Futile words! But it was the panic of flight—the attempted rush of so many millions of people—the disorganization of all those myriad activities upon which life depends—which was our greatest danger.

Futile words! Impotent governments, themselves disingenuous, for they were all preparing for hasty flight to warmer, more equable regions! On February 22 the National Capital of the United States was moved from Washington, District of Columbia, to temporary housing in Miami, Florida. And even there, the great Florida city was disorganized, snow-covered, with very nearly zero temperature.

The deaths throughout the northern hemisphere that February of 1967 will never be counted. A million? Many million? I would hesitate to guess.

There were some nine million people within the limits of Greater New York on Christmas. By mid-February I suppose there were no more than a scant fifty thousand left—and these, most of them, were trying to get away. A dark, almost deserted, buried city—buried in a white shroud which mercifully hid its tragedy.

I caught one last glimpse of the sun, on the only clear day of that month—the sun at noon just creeping above the southern horizon and then plunging back. The Arctic night was on us.

I saw the highways between New York and Washington, where refugees trudged along on foot, carrying lights in the darkness—plunging through the snow, walking blindly southward when they could go no other way, hundreds falling by the roadside. All the traffic lines were littered with frozen bodies, soon hidden by the snow.

We were not in Washington long; soon we were ordered to Miami. There was a cold gray twilight there which, with the buildings arranged for temporary heating, was at least tolerable. And here we set up our headquarters. The first of March came. Father was in Puerto Rico. I knew by then what strange things were transpiring there in the Cains’ plantation house.
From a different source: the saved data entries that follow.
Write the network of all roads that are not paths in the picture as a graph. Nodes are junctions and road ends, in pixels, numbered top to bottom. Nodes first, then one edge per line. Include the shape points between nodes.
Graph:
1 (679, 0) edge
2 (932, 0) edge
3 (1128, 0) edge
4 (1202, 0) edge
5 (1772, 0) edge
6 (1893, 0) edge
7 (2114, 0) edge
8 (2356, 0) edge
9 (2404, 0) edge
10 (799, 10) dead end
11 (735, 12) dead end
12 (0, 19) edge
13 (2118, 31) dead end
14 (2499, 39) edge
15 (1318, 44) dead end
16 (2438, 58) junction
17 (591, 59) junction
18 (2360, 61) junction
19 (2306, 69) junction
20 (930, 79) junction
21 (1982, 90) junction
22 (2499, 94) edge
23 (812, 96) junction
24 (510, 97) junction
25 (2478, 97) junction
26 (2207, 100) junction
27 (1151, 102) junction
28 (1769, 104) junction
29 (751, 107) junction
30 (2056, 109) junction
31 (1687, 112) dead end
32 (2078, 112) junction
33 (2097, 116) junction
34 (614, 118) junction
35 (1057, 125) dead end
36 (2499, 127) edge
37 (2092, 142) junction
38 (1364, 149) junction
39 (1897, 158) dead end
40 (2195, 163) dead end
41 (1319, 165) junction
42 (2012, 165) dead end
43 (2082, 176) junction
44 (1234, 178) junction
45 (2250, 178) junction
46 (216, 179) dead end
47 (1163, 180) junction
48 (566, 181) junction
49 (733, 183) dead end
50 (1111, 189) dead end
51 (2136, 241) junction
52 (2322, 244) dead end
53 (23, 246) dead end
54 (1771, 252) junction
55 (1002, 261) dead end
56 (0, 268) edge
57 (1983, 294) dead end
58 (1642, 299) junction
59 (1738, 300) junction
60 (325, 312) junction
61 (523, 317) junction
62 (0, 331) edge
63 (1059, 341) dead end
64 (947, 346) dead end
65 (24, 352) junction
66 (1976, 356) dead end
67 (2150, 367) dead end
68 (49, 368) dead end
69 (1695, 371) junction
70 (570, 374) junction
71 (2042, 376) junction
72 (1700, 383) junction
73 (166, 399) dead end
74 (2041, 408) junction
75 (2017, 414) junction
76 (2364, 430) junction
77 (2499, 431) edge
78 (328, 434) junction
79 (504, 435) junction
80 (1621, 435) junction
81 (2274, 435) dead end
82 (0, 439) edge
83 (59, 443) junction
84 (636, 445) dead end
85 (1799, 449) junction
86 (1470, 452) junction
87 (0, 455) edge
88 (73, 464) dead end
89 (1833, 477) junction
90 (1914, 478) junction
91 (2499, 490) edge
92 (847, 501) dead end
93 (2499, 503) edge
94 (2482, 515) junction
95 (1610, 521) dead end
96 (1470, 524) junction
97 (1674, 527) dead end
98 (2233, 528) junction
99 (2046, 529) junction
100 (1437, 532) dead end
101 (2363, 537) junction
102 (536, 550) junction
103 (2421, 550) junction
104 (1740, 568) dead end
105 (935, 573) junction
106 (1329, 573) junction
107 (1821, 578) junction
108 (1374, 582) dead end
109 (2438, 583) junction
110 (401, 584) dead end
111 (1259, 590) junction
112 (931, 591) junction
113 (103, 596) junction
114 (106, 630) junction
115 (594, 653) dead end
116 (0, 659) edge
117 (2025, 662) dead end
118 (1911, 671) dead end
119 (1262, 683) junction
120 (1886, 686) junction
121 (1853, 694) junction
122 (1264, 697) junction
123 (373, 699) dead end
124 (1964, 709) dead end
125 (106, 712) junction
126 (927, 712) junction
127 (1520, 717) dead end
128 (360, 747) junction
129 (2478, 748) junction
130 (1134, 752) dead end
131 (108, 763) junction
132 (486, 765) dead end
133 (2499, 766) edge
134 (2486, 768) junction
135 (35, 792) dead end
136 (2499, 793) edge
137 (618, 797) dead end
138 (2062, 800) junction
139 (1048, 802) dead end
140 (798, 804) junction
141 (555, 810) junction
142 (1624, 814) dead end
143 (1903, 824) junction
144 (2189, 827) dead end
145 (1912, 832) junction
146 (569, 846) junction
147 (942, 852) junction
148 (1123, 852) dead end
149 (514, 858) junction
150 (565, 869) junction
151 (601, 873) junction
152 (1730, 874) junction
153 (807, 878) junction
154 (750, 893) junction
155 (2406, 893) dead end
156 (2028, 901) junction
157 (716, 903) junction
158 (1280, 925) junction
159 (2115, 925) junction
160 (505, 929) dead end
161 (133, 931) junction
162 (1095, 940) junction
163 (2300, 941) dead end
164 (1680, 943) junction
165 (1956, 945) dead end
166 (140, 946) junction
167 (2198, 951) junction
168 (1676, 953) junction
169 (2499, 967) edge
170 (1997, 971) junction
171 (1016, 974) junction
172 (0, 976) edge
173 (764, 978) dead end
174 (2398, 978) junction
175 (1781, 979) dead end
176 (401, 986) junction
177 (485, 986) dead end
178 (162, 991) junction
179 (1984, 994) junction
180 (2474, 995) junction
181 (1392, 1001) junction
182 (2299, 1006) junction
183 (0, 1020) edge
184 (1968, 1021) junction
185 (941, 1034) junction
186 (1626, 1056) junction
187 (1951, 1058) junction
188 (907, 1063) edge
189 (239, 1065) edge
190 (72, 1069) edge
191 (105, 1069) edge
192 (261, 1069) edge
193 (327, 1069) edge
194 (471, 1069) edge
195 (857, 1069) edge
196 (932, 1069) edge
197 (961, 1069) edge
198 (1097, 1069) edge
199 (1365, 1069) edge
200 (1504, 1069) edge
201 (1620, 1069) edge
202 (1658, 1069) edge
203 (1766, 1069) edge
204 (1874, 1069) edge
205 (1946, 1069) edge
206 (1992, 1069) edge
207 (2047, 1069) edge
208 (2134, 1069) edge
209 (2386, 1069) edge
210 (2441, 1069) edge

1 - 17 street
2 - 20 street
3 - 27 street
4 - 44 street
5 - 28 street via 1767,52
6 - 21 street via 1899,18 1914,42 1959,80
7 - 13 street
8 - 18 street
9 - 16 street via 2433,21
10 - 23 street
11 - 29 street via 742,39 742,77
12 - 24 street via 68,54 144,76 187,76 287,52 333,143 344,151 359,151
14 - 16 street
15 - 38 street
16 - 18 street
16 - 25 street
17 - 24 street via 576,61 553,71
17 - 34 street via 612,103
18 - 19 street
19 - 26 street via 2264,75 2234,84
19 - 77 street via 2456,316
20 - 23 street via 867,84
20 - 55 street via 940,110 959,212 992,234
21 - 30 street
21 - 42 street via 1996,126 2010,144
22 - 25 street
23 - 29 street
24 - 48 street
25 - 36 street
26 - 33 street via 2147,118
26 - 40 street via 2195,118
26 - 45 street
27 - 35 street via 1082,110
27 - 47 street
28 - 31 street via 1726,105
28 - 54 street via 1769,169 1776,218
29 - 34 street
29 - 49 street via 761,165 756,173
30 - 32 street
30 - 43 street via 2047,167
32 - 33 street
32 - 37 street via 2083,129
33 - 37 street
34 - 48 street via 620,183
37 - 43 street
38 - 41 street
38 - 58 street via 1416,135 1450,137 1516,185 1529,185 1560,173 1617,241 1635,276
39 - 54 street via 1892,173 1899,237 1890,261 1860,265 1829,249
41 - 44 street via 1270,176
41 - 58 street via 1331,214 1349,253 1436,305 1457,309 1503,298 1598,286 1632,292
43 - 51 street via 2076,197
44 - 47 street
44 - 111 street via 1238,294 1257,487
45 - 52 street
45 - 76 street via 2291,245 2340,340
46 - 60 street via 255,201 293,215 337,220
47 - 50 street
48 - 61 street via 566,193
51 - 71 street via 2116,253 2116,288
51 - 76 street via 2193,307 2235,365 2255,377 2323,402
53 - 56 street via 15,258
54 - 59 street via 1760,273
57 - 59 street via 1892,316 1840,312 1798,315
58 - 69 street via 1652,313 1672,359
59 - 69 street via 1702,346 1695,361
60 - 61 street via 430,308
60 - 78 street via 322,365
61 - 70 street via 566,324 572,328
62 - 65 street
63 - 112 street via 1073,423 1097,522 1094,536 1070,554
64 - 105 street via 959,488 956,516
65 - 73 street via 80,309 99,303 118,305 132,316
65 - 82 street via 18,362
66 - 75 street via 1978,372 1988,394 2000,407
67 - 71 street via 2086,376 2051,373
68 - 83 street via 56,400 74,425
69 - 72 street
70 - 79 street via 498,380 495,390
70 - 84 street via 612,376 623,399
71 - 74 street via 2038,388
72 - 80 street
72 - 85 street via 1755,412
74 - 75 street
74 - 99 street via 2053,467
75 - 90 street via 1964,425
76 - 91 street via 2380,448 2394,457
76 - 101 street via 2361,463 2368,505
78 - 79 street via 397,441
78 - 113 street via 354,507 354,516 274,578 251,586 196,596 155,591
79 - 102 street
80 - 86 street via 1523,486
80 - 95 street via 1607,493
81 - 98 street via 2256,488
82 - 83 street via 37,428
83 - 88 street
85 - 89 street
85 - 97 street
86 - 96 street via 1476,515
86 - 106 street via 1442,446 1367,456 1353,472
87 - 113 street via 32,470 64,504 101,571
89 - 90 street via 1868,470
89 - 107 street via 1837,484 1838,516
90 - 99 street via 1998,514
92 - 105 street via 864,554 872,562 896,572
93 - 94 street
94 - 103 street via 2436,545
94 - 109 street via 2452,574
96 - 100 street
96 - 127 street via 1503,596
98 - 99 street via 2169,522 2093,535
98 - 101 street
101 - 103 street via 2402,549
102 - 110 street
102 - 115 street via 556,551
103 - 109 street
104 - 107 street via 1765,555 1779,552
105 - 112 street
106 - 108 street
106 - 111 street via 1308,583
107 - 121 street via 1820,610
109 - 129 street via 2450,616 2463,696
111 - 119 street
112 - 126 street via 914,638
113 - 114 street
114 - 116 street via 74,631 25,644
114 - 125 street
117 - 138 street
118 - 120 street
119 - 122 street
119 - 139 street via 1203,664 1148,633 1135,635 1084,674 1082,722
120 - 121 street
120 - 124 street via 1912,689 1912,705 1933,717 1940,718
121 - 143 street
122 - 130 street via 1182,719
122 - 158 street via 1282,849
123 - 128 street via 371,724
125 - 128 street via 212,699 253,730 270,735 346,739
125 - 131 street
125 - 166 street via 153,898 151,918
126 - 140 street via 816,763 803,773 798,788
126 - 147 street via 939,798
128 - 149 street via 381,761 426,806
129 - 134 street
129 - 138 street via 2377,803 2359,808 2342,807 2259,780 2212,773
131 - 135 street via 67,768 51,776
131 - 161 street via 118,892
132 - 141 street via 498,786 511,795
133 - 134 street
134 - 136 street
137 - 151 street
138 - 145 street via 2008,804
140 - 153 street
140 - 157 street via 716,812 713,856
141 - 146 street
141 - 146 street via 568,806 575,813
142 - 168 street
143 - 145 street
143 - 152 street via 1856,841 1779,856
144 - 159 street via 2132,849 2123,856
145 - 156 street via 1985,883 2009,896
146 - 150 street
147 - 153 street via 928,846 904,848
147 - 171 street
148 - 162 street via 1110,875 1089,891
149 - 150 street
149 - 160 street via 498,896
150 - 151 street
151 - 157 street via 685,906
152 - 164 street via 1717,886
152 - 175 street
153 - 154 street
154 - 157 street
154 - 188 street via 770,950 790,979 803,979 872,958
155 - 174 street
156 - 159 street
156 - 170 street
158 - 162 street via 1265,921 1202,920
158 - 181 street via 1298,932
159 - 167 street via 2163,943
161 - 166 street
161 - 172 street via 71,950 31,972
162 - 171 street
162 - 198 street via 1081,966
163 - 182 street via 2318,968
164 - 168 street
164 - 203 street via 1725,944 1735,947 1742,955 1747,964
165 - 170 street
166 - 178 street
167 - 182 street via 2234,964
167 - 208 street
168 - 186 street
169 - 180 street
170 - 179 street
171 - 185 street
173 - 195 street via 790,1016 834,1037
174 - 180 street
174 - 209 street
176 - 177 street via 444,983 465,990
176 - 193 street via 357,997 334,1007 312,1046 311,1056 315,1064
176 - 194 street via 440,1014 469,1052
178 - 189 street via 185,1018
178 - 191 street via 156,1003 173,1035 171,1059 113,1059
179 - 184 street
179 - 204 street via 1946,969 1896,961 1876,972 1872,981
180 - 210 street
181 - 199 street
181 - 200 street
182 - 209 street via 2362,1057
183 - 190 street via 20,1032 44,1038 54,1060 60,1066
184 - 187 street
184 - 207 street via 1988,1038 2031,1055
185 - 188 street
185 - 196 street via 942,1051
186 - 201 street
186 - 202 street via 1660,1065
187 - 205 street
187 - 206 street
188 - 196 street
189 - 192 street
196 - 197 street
I knew, too, what the astronomers—gathered now at Quito, Ecuador, as the best place in the Western World for twilight observation—had discovered.

Xenephrene was inhabited!

Father was convinced of it the day after that momentous February 10. But the news—and the news from the secluded little plantation house of the Cains—was withheld from the public. But on March 2, everything was disclosed. For our distracted world one culminating blow remained. As though all that had gone before were not enough, fate held one crowning terror.

On March 2 it was broadcast that a hostile race of people in human form had come from Xenephrene and landed on the Earth! Invaders from this brand new world had landed two days before, north of New York, and now were moving south upon the city!